Hearing one of the other members of my library book gossip group talking about Adam Johnson's The Orphan Master's Son (#310) prompted me to get hold of it and read it myself. No wonder it won this year's Pulitzer Prize for Fiction! It was absolutely riveting.
The central character, Pak Jun Do, is the eponymous Orphan Master's son, raised by his father in the North Korean Long Tomorrows orphanage after his beautiful mother, a singer, is stolen away to Pyongyang. Orphans in North Korea are universally despised and objects of suspicion. Jun Do soon finds himself parceling out the Revolutionary Martyr's names to the new arrivals, deciding whom to assign the worst jobs to, and who has first shot at eating and sleeping near the warmest part of the room. If you're thinking of any comparisons to Annie's orphans, and their hard knocks life, think again.
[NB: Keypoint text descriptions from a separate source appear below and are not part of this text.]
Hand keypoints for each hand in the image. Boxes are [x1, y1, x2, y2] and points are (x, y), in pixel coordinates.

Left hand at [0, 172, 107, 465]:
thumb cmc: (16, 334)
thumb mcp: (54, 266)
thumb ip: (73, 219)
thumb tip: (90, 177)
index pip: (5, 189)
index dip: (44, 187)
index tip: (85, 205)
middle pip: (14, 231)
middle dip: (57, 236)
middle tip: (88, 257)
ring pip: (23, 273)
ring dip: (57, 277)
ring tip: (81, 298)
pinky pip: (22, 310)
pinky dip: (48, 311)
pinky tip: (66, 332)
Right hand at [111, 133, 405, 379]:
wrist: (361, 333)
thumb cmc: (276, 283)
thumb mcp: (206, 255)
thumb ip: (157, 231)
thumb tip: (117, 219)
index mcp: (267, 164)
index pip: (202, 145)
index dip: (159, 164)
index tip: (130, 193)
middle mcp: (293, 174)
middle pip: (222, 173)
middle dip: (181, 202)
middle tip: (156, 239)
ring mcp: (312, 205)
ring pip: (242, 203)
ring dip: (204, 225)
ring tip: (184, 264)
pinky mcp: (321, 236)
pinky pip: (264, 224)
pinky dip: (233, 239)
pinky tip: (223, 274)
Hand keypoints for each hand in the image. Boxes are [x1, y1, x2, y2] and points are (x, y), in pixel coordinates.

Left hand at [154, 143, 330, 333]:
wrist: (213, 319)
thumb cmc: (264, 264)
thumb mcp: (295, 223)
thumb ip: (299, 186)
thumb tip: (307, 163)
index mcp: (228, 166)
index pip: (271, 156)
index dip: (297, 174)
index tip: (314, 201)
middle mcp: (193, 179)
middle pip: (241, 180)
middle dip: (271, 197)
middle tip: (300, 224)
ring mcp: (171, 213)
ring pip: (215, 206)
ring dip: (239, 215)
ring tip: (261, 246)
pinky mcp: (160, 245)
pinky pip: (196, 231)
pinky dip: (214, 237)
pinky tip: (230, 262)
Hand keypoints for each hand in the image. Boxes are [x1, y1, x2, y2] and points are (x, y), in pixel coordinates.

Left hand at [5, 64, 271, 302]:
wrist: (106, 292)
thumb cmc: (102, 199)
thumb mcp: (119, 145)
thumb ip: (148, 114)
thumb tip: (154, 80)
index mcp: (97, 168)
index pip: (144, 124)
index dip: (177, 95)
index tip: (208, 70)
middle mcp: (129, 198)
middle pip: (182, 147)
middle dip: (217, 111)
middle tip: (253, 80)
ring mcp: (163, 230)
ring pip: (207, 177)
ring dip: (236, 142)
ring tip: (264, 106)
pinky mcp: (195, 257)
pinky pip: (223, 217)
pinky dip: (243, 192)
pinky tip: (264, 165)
These orphans are the cannon fodder for the Democratic People's Republic of Korea. How Jun Do manages to even survive at all is remarkable, but through a series of fortuitous circumstances and remarkable adventures, he ultimately assumes the identity and life of a close confederate of Kim Jong Il, the Dear Leader. His biography as the counterfeit Commander Ga is chronicled by an operative of Division 42, an interrogator for the State who is determined to wring every last drop of truth from the former Jun Do. What is most astonishing about Jun Do/Commander Ga is that he never allows them to take away from him the essence of his humanity.
The insight into everyday life in North Korea is amazing, and I kept wondering as I was reading it how on earth Mr. Johnson ever managed to get close enough to North Koreans to research this book. It certainly didn't leave me with warm fuzzy feelings towards the power apparatus of this secretive country. But then again, as the book points out, the North Koreans apparently think we Americans are starving, that the urine-soaked homeless litter our streets and that all of us are left floundering to make our own decisions about every little thing, and that we must pay for everything we need for food, clothing, shelter and medical care. (So they do get one or two things right!) It's a nightmare vision of what the world could become if Kim Jong Un has his way, and scarier in its own way than anything Stephen King could ever imagine. Highly recommended.